Monday, July 27, 2009

Warm Your Belly Tomato Zucchini Risotto

My comfort food growing up was a steaming bowl of "yellow rice" - rice made with broth, a heaping cup of Parmesan, and a pinch of saffron to make the plate bright. It is a heavy meal to say the least, but it will forever remind me of my Grandfather, a terrific cook and the conjurer of all things delicious throughout my childhood. My grandfather's own adaptation of the dish (heavy Parmesan, overdose of saffron and no added vegetables) was a permanent fixture on the holiday (or quotidian) table.When he died the recipe was lost. I tried on occasion to replicate (and came fantastically close!) but they were never quite the sharp, sticky, golden satisfying mouthfuls that had sustained me growing up.

I cannot say that it was by accident that I was reacquainted with Risotto Milanese, after all I was majoring in Italian and visited my grandfather's hometown in Italy. Visiting the relatives I asked if they might cook some risotto with saffron and what followed yielded, to my delight, the very same "yellow rice" that I remembered! Over the years I have gotten more bold with the ingredients and have fallen in love with the hearty texture and decadent flavor of risotto - I hope that you do as well! Today I am going with some tomato and zucchini, basically because this is what I found when I raided the refrigerator, but the basic recipe stands for any variety that you wish to enjoy!

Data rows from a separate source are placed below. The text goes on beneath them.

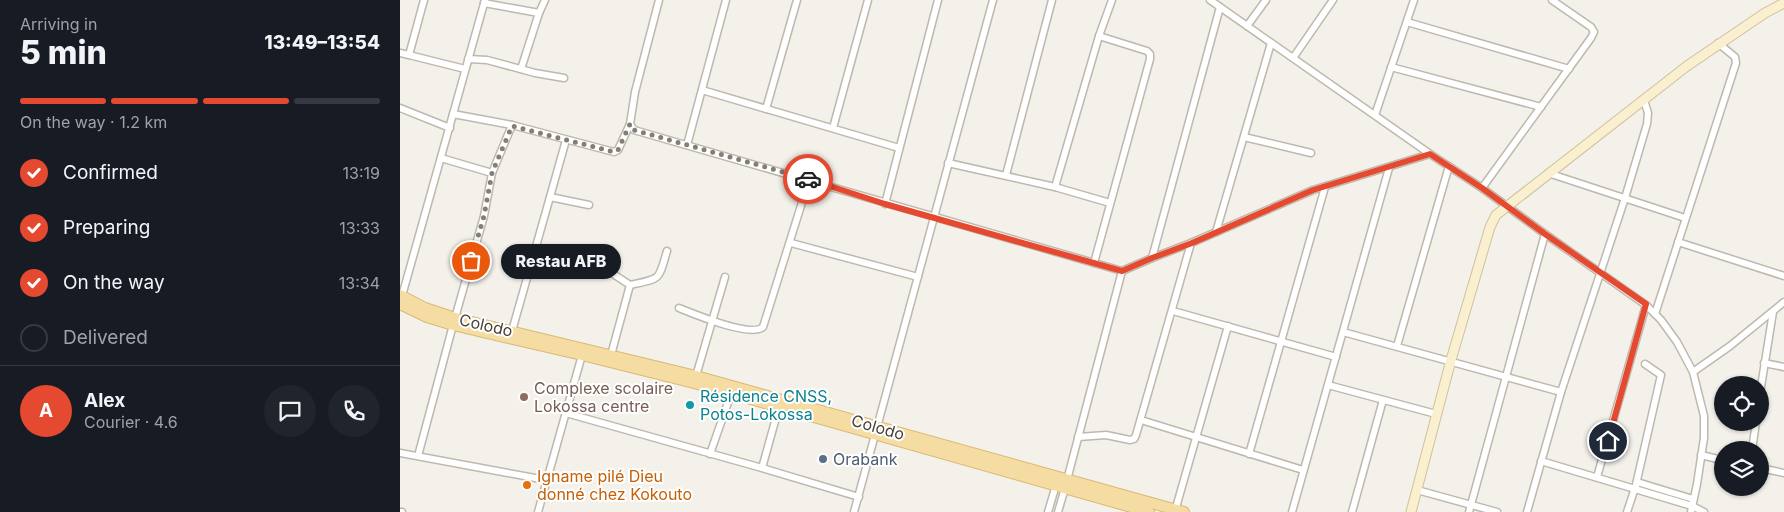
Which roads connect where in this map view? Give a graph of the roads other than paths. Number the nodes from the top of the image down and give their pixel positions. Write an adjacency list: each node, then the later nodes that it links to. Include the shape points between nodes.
1 (424, 0): 26 (street)
2 (545, 0): 19 (street)
3 (659, 0): 41 (street)
4 (726, 0): 34 (street)
5 (797, 0): 38 (street)
6 (868, 0): 44 (street)
7 (938, 0): 48 (street)
8 (993, 0): 52 (street)
9 (1052, 0): 57 (street)
10 (1112, 0): 22 (street)
11 (1210, 0): 18 (street)
12 (1266, 0): 21 (street)
13 (1333, 0): 27 (street)
14 (1414, 0): 20 (street)
15 (1552, 0): 32 (street, via 1594,32)
16 (484, 2): 19 (street); 28 (street)
17 (1784, 3): 24 (main road)
18 (1220, 7): 21 (street); 76 (street)
19 (539, 14): 31 (street)
20 (1407, 22): 29 (street); 32 (street)
21 (1248, 26): 23 (street)
22 (1099, 36): 59 (street); 64 (street, via 1150,54)
23 (1271, 43): 27 (street); 45 (street)
24 (1718, 43): 35 (main road); 69 (street, via 1735,57 1736,63)
25 (400, 53): 26 (street)
26 (409, 55): 30 (street)
27 (1293, 58): 40 (street)
28 (468, 59): 30 (street); 31 (street, via 487,60)
29 (1391, 67): 36 (street); 40 (street)
30 (465, 69): 39 (street)
31 (521, 69): 33 (street)
32 (1569, 69): 36 (street)
33 (564, 78)
34 (702, 90): 38 (street); 47 (street)
35 (1644, 100): 56 (main road); 63 (street, via 1648,118)
36 (1541, 107): 61 (street)
37 (400, 108): 43 (street)
38 (766, 109): 44 (street)
39 (453, 114): 42 (street); 43 (street)
40 (1375, 115): 50 (street)
41 (630, 124): 46 (street, via 614,152); 47 (street, via 634,130)
42 (512, 126): 46 (street); 55 (street)
43 (450, 128): 51 (street)
44 (833, 128): 48 (street)
45 (1244, 137): 49 (street); 70 (street)
46 (566, 140): 62 (street)
47 (687, 145): 58 (street)
48 (899, 148): 65 (street)
49 (1311, 153)
50 (1430, 154): 53 (street); 54 (street)
51 (441, 158): 55 (street); 85 (street)
52 (948, 163): 57 (street); 68 (street)
53 (1449, 166): 61 (street); 98 (street)
54 (1389, 168): 60 (street); 96 (street)
55 (492, 173): 93 (street, via 484,216)
56 (1548, 173): 63 (street); 67 (main road)
57 (1006, 175): 59 (street)
58 (809, 180): 65 (street); 73 (street)
59 (1055, 187): 64 (street)
60 (1325, 187): 70 (street); 97 (street)
61 (1482, 188): 67 (street)
62 (550, 197): 66 (street); 95 (street)
63 (1625, 198): 69 (street); 80 (street)
64 (1110, 203): 77 (street)
65 (885, 204): 68 (street)
66 (589, 205)
67 (1507, 206): 71 (street); 102 (main road, via 1493,220)
68 (934, 217): 77 (street); 83 (street)
69 (1686, 218): 72 (street)
70 (1216, 232): 74 (street)
71 (1545, 234): 80 (street); 108 (street)
72 (1678, 242): 81 (street); 91 (street)
73 (790, 243): 83 (street); 92 (street, via 763,327 753,331)
74 (1192, 243): 76 (street); 89 (street)
75 (667, 250): 84 (street, via 655,280)
76 (1152, 258): 79 (street)
77 (1094, 263): 79 (street)
78 (607, 270): 84 (street)
79 (1122, 271): 119 (street)
80 (1600, 272): 87 (street); 111 (street)
81 (1784, 276)
82 (725, 277): 92 (street)
83 (918, 277): 118 (street)
84 (630, 285): 100 (street)
85 (401, 300): 93 (main road, Colodo)
86 (1784, 302): 90 (street)
87 (1646, 304): 91 (street); 132 (street)
88 (679, 308): 92 (street)
89 (1173, 310): 94 (street); 117 (street)
90 (1773, 312): 103 (street); 106 (street)
91 (1655, 314): 106 (street, via 1677,342)
92 (712, 321): 107 (street)
93 (454, 322): 95 (main road, Colodo); 99 (main road, Colodo); 125 (street)
94 (1228, 326): 97 (street); 120 (street)
95 (512, 331): 100 (main road, Colodo)
96 (1343, 332): 98 (street); 101 (street)
97 (1281, 342): 101 (street); 123 (street)
98 (1397, 346): 102 (street)
99 (582, 355): 112 (main road, Colodo); 115 (street)
100 (611, 355): 107 (main road, Colodo)
101 (1336, 357): 110 (street)
102 (1451, 360): 108 (street); 116 (main road)
103 (1764, 363): 105 (street); 109 (street)
104 (1645, 364): 135 (street, via 1661,375)
105 (1784, 367)
106 (1692, 372): 124 (street, via 1704,416)
107 (696, 376): 118 (main road, Colodo)
108 (1507, 376): 111 (street); 138 (street)
109 (1762, 376)
110 (1328, 385): 113 (street); 129 (street)
111 (1561, 392): 127 (street)
112 (731, 394): 114 (main road, Colodo); 122 (street)
113 (1383, 400): 116 (street); 147 (street)
114 (779, 407): 118 (main road, Colodo); 128 (street)
115 (566, 413): 122 (street); 133 (street)
116 (1436, 414): 136 (main road)
117 (1141, 420): 119 (street, via 1134,439 1106,435); 120 (street)
118 (877, 430): 134 (main road, Colodo); 137 (street)
119 (1078, 437): 134 (street)
120 (1196, 437): 123 (street); 140 (street)
121 (400, 453): 125 (street)
122 (710, 454): 128 (street)
123 (1249, 454): 129 (street)
124 (1701, 455): 126 (street); 139 (street)
125 (418, 456): 133 (street)
126 (1714, 458)
127 (1542, 461): 132 (street); 151 (street)
128 (762, 468): 137 (street)
129 (1303, 470): 146 (street)
130 (1769, 470): 131 (street)
131 (1784, 473)
132 (1597, 477): 135 (street)
133 (546, 480): 141 (street)
134 (1062, 484): 140 (main road, Colodo); 143 (street); 144 (street); 145 (main road, Colodo)
135 (1635, 489): 139 (street); 152 (street)
136 (1417, 490): 138 (street); 148 (main road)
137 (858, 497): 142 (street)
138 (1471, 505): 149 (street); 150 (street)
139 (1692, 506): 153 (street)
140 (1178, 511)
141 (538, 512)
142 (854, 512)
143 (1048, 512)
144 (1058, 512)
145 (1150, 512)
146 (1292, 512)
147 (1352, 512)
148 (1411, 512)
149 (1469, 512)
150 (1497, 512)
151 (1527, 512)
152 (1627, 512)
153 (1704, 512)

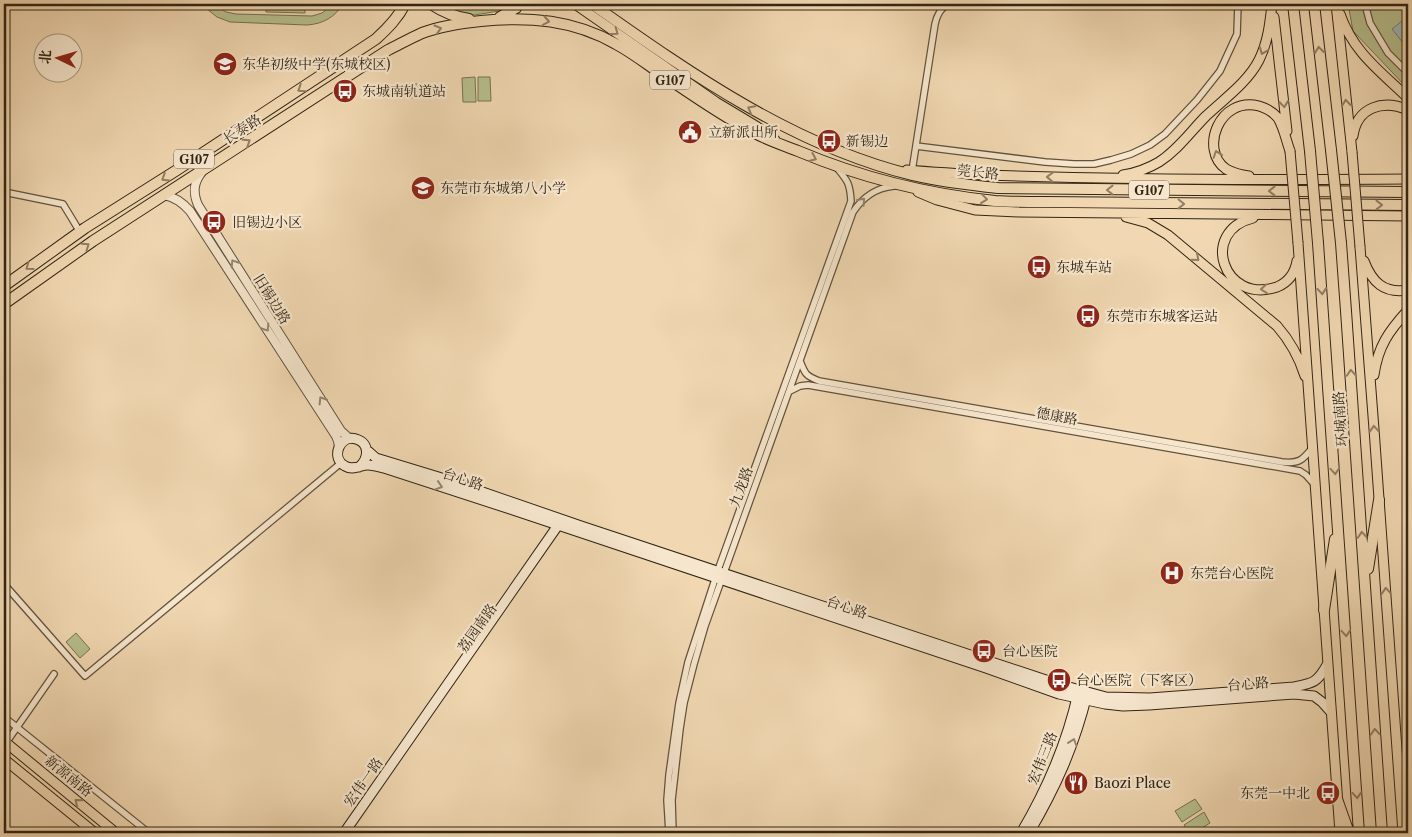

WARM YOUR BELLY TOMATO ZUCCHINI RISOTTO

Ingredients:
1T olive oil
1 med chopped onion
4 C vegetable broth
1 C white wine
1 lg or 2 sm zucchini
1 C halved cherry tomatoes
1 C arborio rice * this rice makes it sticky and perfect so no substitutes!

*If you want to make this Yellow Rice simply make without the veggies and add 1 packet of saffron at the very end and then a cup of Parmesan (or Vegan substitute).

  1. Saute the zucchini in a bit of oil until soft and add the tomatoes at the end just to soften a bit. Set aside.
  2. Heat 4 C of broth in a saucepan and keep warm on the burner.
  3. Heat oil in a large soup pot and cook onions until translucent.
  4. Add the rice and heat about a minute then add the wine until completely absorbed.
  5. Ladle in about a half cup of broth and stir.
  6. Keep adding to the rice a half cup at a time, stirring constantly until absorbed.
  7. Once the broth is absorbed add the zucchini and tomatoes and warm.
  8. Let cool 10 min.
That is it! It is simple and delicious! You can switch it up with the saffron version, or go with mushrooms, or spinach instead of zucchini. I have even made this with radicchio for those of you curious about serving purple food. I would suggest if you are an omnivore (or a vegetarian that eats cheese) to smother your plate in freshly grated Parmesan, Vegan Parm for me.